For starters, neither the White House nor Congress wants to publicly acknowledge that a rising China is steadily closing the military gap. Such an acknowledgement would require action at a time when the American public is war weary and the budget situation is already dire. Indeed, to acknowledge the rising China threat would be to force uncomfortable “guns versus butter” budget choices in a political system already sharply polarized.

At the same time, it is far more popular for both US politicians and our military leaders to beat their chests and extol the superiority of the American military than to acknowledge a possible relative decline. To do otherwise would serve little purpose other than to further embolden China's salami-slicing tactics in the East and South China Seas—and perhaps on the Indian subcontinent.

Finally, the myth of a perpetual American military superiority also fits in well with the narrative favored by commercial interests in the United States that rake in large profits from the China trade. In this narrative, which is particularly popular in America's financial press and amongst the cable-news narrative grinders, China is a “friend” that only seeks to peacefully trade with the United States.
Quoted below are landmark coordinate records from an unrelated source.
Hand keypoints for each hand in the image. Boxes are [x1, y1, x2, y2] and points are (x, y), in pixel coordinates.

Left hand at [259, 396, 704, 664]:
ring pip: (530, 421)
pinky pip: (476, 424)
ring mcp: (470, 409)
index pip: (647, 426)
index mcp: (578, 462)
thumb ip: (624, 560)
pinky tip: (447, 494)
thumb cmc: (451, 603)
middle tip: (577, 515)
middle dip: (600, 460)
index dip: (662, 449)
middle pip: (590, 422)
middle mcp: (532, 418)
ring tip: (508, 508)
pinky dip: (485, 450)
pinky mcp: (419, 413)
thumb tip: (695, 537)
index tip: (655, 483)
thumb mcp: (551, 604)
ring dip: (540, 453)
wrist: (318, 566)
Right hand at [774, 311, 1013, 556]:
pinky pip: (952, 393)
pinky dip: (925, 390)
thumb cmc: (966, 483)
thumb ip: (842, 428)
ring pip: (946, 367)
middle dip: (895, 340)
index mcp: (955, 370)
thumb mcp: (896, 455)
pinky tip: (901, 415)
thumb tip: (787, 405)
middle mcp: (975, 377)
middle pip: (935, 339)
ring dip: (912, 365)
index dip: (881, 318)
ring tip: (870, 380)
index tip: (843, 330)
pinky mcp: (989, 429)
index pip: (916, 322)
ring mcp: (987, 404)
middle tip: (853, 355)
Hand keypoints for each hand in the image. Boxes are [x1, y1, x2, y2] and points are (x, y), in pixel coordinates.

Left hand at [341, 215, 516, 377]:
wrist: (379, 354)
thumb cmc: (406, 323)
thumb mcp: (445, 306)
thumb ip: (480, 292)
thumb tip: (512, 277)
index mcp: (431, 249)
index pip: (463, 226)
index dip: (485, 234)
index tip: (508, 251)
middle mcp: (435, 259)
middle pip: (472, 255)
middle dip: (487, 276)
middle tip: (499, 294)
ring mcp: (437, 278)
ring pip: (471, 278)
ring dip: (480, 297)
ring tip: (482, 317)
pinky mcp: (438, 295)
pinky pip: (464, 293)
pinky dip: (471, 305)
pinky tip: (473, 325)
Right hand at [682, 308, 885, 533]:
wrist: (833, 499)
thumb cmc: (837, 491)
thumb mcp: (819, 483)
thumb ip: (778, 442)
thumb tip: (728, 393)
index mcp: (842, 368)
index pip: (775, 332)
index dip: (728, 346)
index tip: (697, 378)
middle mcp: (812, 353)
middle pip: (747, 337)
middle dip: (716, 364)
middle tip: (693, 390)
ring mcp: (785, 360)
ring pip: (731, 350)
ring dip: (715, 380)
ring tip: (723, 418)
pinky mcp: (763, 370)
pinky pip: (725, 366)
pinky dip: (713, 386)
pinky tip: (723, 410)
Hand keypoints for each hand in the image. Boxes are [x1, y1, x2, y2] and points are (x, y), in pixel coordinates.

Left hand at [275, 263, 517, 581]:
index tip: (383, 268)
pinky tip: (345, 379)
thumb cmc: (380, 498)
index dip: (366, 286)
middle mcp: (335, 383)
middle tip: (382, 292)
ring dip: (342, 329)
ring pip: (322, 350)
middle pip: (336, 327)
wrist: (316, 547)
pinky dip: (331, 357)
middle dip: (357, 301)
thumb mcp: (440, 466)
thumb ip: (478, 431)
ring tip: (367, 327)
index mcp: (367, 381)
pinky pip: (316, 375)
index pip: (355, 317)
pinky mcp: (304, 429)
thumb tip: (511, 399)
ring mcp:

Never mind that many of these same commercial interests—Boeing, Caterpillar, GE, General Motors, and so on—are willingly transferring “dual use” technologies to China in exchange for the right to operate on Chinese soil. Of course, the “dual” in the “dual use” description means that these American technologies inevitably find their way into weapons pointed at US soldiers, sailors, and pilots.

At the end of the day, if the correct answer to our lead question of this chapter regarding the rapidly shifting military balance between the United States and China is indeed “all of the above” as the facts we have discussed would seem to suggest, this sobering reality brings us right back to a Mearsheimer future in which the more China sees itself gaining on the US military, the more likely it is to press its hegemonic agenda in Asia. Of course, part and parcel of this agenda will be a collateral attempt by China to push the reigning US hegemon out of Asia.

It follows from these sobering observations that our next two questions necessarily must be: (1) How really vulnerable are America forces in Asia to China's asymmetric weapons and growing military might, and (2) against the backdrop of any such vulnerability, what might be the best strategy to deal with a Chinese attack on American ships, planes, and forward bases in Asia? It is to these questions we now turn to in the next several chapters.